Text Vol 5. P.297. Problem #5 (Reading 41)

Dear all, The last paragraph of the solution (P. A-24) to this problem said " The journal could also be suggesting that a currency with a higher interest rate tends to appreciate". Does anybody know why a currency with a higher interest rate tends to appreciate ? In level II, we learned that a currency with a higher interest rate shall depreciate, right ? Is it contrary to what we have learned ? Please kindly advise !

Are you studying at this hour? If so, I hope you’re on the West Coast. I don’t have my books so I can’t advise on this specific question, but interest rate parity states that the country with the higher interest rate should see their currency DEpreciate, as you stated. Of course, at this BAC I’m only 80% sure of this and I’m not googling it.

Hi, Banklin : Yes, I am studying now and I am going to finish this reading by doing the exercise.
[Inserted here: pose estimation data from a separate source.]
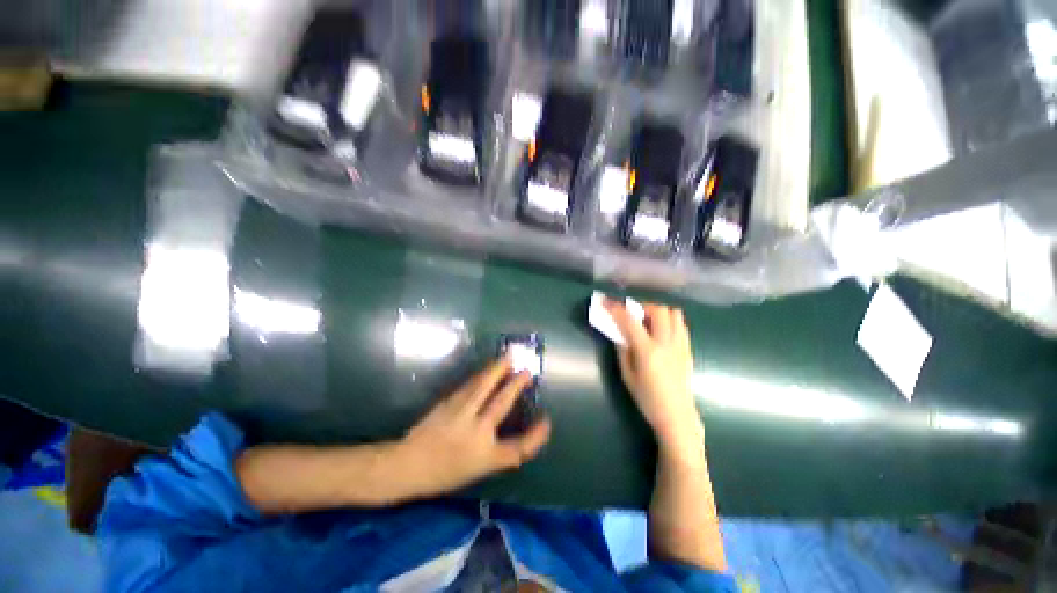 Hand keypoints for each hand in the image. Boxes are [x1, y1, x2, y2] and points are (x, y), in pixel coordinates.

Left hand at [396, 357, 551, 498]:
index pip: (519, 448)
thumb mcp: (476, 470)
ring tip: (508, 357)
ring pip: (484, 387)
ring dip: (498, 370)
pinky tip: (487, 369)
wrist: (407, 465)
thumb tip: (510, 428)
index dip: (536, 436)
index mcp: (486, 456)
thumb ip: (497, 451)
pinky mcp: (449, 403)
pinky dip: (482, 375)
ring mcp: (461, 414)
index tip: (546, 422)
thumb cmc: (443, 473)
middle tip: (527, 371)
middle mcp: (477, 432)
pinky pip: (470, 385)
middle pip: (502, 404)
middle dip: (516, 386)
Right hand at [604, 299, 702, 452]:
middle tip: (632, 313)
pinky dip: (669, 320)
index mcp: (648, 351)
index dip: (615, 308)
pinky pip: (681, 325)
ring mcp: (680, 345)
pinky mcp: (688, 349)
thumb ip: (623, 351)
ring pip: (674, 313)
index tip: (605, 301)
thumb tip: (619, 333)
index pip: (629, 321)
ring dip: (658, 311)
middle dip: (642, 306)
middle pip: (658, 310)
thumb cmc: (648, 399)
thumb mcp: (628, 376)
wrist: (677, 416)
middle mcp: (666, 343)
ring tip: (648, 320)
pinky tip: (661, 331)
But I am not in US. Would you please kindly advise me after your reviewing this problem and its solution ? TKVM in advance.

I know this is a bit confusing. However, I believe the material is talkinga about the real-interest rate, not necessarily nominal interest rate. One of the underlying assumption in interest rate parity is the real interest rate are equal around the world. The country with higher real interest rate will see its currency appreciate.

ws, Yes, if the interest rate is the “real”, a currency with a higher “real” interest rate tends to appreciate". But as you said, a assumption under IRP is that real interest rate are equal around the world. Then, if the word “real” is not mentioned, we shall assume that the interest rate is nominal, right ? Actually, I can not understand the solution (P. A-24) to Problem #5 entirely. Anyone can help ?

I cant see the book right now but there are two concepts where we could see high interest rates (relative to another country) and the currency appreciating. The capital flows approach and the savings imbalance approach. I’m not sure if that’s what they’re referring too.